0
votes

I am building an application in Play Framework that has to do some intense file parsing. This parsing involves parsing multiple files, preferably in parallel. A user uploads an archive that gets unziped and the files are stored on the drive. In that archive there is a file (let's call it main.csv) that has multiple columns. One such column is the name of another file from the archive (like subPage1.csv). This column can be empty, so that not all rows from the main.csv have subpages.

Now, I start an Akka Actor to parse the main.csv file. In this actor, using @Inject, I have another ActorRef

public MainParser extends ActorRef {
    @Inject
    @Named("subPageParser")
    private AcgtorRef subPageParser;

    public Receive createReceive() {
        ...
        if (column[3] != null) {
            subPageParser.tell(column[3], getSelf());
        }
    } 
}

SubPageParser Props:

public static Props getProps(JPAApi jpaApi) {
    return new RoundRobinPool(3).props(Props.create((Class<?>) SubPageParser.class, jpaApi));
}

Now, my question is this. Considering that a subPage may take 5 seconds to be parsed, will I be using a single instance of SubPageParser or will there be multiple instances that do the processing in parallel.
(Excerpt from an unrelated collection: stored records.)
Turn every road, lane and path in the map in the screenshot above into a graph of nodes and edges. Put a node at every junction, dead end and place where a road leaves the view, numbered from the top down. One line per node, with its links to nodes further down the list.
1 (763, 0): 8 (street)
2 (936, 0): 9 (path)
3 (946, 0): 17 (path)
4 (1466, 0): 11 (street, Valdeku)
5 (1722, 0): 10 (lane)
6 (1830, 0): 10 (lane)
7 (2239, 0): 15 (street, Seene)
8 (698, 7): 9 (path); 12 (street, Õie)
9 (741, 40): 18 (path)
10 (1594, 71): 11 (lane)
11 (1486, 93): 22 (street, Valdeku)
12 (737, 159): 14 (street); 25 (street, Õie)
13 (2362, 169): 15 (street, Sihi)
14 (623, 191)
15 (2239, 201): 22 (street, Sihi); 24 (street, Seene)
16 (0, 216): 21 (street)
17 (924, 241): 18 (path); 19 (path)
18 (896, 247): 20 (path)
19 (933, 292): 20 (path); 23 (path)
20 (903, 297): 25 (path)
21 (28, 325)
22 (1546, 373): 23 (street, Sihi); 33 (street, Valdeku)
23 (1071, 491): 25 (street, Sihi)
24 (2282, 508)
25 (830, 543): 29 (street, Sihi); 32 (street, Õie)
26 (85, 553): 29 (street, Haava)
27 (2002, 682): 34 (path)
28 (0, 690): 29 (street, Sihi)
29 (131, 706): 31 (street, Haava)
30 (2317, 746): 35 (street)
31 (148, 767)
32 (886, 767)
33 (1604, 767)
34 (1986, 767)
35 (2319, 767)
Also, consider another scenario, where the names are stored in the DB, and I use something like this:

List<String> names = dao.getNames();
for (String name: names) {
    subPageParser.tell(name, null);
}

In this case, considering that the subPageParser ActorRef is obtained using Guice @Inject as before, will I do parallel processing?

If I am doing processing in parallel, how do I control the number of Actors that are being spawned? If I have 1000 subPages, I don't want 1000 Actors. Also, their lifetime may be an issue.

NOTE: I have an ActorsModule like this, so that I can use @Inject and not Props:

public class ActorsModule extends AbstractModule implements AkkaGuiceSupport {
    @Override
    protected void configure() {
        bindActor(MainParser.class, "mainparser");

        Function<Props, Props> props = p -> SubPageParser.getProps();
        bindActor(SubPageParser.class, "subPageParser", props);
    }
}

UPDATE: I have modified to use a RoundRobinPool. However, This does not work as intended. I specified 3 as the number of instances, but I get a new object for each parse request tin the if.

1

1 Answers

2
votes

Injecting an actor like you did will lead to one SubPageParser per MainParser. While you might send 1000 messages to it (using tell), they will get processed one by one while the others are waiting in the mailbox to be processed.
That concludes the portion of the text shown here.